| Activity |
Go through the material and return every line that contains the string "main".

| Information |
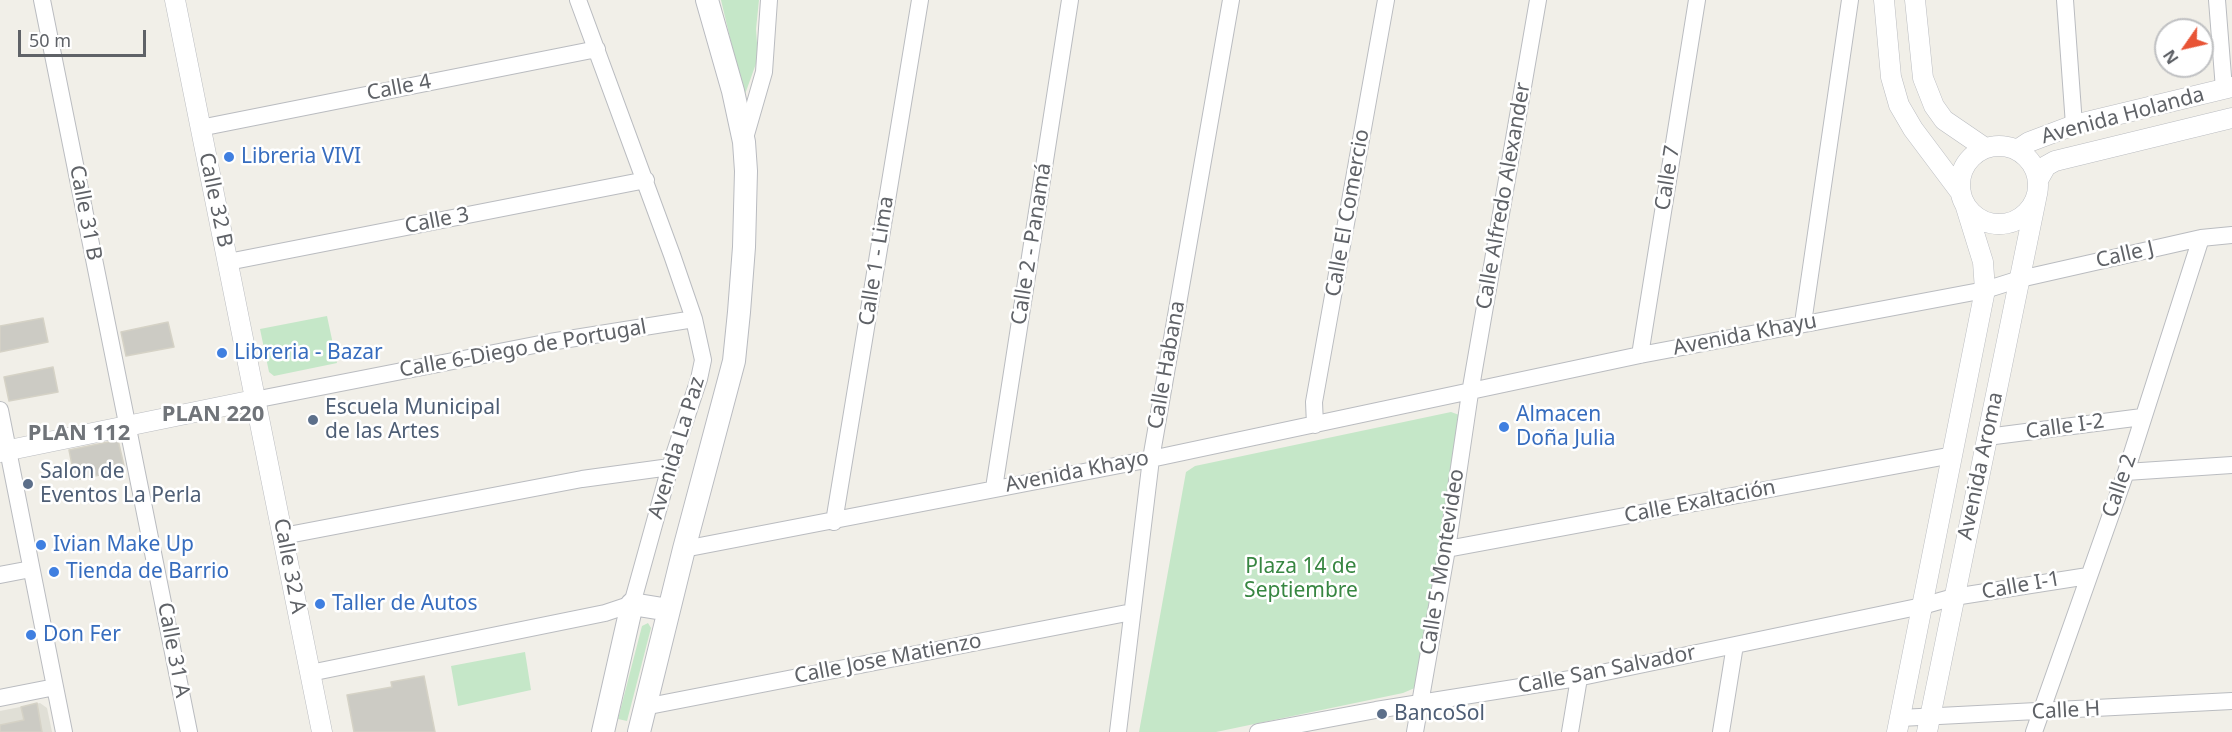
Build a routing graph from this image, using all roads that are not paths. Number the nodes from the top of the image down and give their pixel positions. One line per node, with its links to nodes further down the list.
1 (42, 0): 42 (street, Calle 31 B)
2 (175, 0): 21 (street, Calle 32 B)
3 (578, 0): 17 (street, Avenida La Paz)
4 (707, 0): 22 (main road, Avenida La Paz)
5 (770, 0): 22 (street)
6 (920, 0): 51 (street, Calle 1 - Lima)
7 (1070, 0): 50 (street, Calle 2 - Panamá)
8 (1231, 0): 46 (street, Calle Habana)
9 (1386, 0): 41 (street, Calle El Comercio)
10 (1538, 0): 37 (street, Calle Alfredo Alexander)
11 (1697, 0): 36 (street, Calle 7)
12 (1850, 0): 35 (street)
13 (1884, 0): 28 (street, Avenida Aroma)
14 (1915, 0): 23 (street)
15 (2064, 0): 20 (street)
16 (2217, 0): 18 (street)
17 (597, 49): 21 (street, Calle 4); 26 (street, Avenida La Paz)
18 (2228, 88): 20 (street, Avenida Holanda)
19 (2232, 118): 25 (street, Avenida Holanda)
20 (2067, 127): 24 (street, Avenida Holanda); 25 (street)
21 (200, 128): 31 (street, Calle 32 B)
22 (744, 142): 53 (main road, Avenida La Paz)
23 (1985, 148): 24 (street); 28 (street)
24 (2017, 150): 27 (street)
25 (2067, 158): 27 (street, Avenida Holanda)
26 (646, 180): 31 (street, Calle 3); 34 (street, Avenida La Paz)
27 (2037, 190): 28 (street); 32 (street, Avenida Aroma)
28 (1963, 199): 33 (street, Avenida Aroma)
29 (2232, 235): 30 (street, Calle J)
30 (2200, 238): 32 (street, Calle J); 40 (street, Calle 2)
31 (228, 262): 38 (street, Calle 32 B)
32 (2020, 279): 33 (street, Avenida Khayu); 43 (street, Avenida Aroma)
33 (1985, 290): 35 (street, Avenida Khayu); 45 (street, Avenida Aroma)
34 (694, 319): 38 (street, Calle 6-Diego de Portugal); 48 (street, Avenida La Paz)
35 (1803, 323): 36 (street, Avenida Khayu)
36 (1640, 355): 37 (street, Avenida Khayu)
37 (1470, 393): 41 (street, Avenida Khayo); 54 (street, Calle 5 Montevideo)
38 (254, 400): 42 (street, Calle 6-Diego de Portugal); 52 (street, Calle 32 A)
39 (0, 410): 44 (street)
40 (2142, 417): 43 (street, Calle I-2); 49 (street, Calle 2)
41 (1314, 425): 46 (street, Avenida Khayo)
42 (127, 426): 44 (street, Calle 6-Diego de Portugal); 76 (street, Calle 31 A)
43 (1987, 437): 58 (street, Avenida Aroma)
44 (4, 451): 55 (street)
45 (1953, 455): 54 (street, Calle Exaltación); 60 (street, Avenida Aroma)
46 (1151, 459): 50 (street, Avenida Khayo); 62 (street, Calle Habana)
47 (2232, 465): 49 (street)
48 (670, 467): 52 (street); 59 (street, Avenida La Paz)
49 (2126, 472): 57 (street, Calle 2)
50 (994, 488): 51 (street, Avenida Khayo)
51 (834, 522): 53 (street, Avenida Khayo)
52 (283, 536): 64 (street, Calle 32 A)
53 (684, 549): 61 (main road, Avenida La Paz)
54 (1447, 549): 69 (street, Calle 5 Montevideo)
55 (31, 569): 56 (street); 66 (street)
56 (0, 575)
57 (2088, 576): 58 (street, Calle I-1); 71 (street, Calle 2)
58 (1954, 597): 60 (street, Calle San Salvador); 73 (street, Avenida Aroma)
59 (632, 604): 61 (main road); 64 (street); 78 (main road, Avenida La Paz)
60 (1922, 606): 63 (street, Calle San Salvador); 72 (street, Avenida Aroma)
61 (669, 610): 70 (main road, Avenida La Paz)
62 (1132, 612): 70 (street, Calle Jose Matienzo); 80 (street, Calle Habana)
63 (1735, 645): 65 (street, Calle San Salvador); 83 (street)
64 (310, 673): 77 (street, Calle 32 A)
65 (1577, 678): 69 (street, Calle San Salvador); 82 (street)
66 (56, 687): 67 (street); 75 (street)
67 (0, 698)
68 (2232, 701): 71 (street, Calle H)
69 (1420, 703): 74 (street, Calle San Salvador); 81 (street, Calle 5 Montevideo)
70 (644, 707): 79 (main road, Avenida La Paz)
71 (2042, 712): 73 (street, Calle H); 84 (street, Calle 2)
72 (1898, 725): 73 (street, Calle H)
73 (1929, 725)
74 (1265, 731)
75 (64, 732)
76 (189, 732)
77 (322, 732)
78 (603, 732)
79 (639, 732)
80 (1118, 732)
81 (1415, 732)
82 (1570, 732)
83 (1721, 732)
84 (2034, 732)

| Solution for this exercise |
4 (707, 0): 22 (main road, Avenida La Paz)
22 (744, 142): 53 (main road, Avenida La Paz)
53 (684, 549): 61 (main road, Avenida La Paz)
59 (632, 604): 61 (main road); 64 (street); 78 (main road, Avenida La Paz)
61 (669, 610): 70 (main road, Avenida La Paz)
70 (644, 707): 79 (main road, Avenida La Paz)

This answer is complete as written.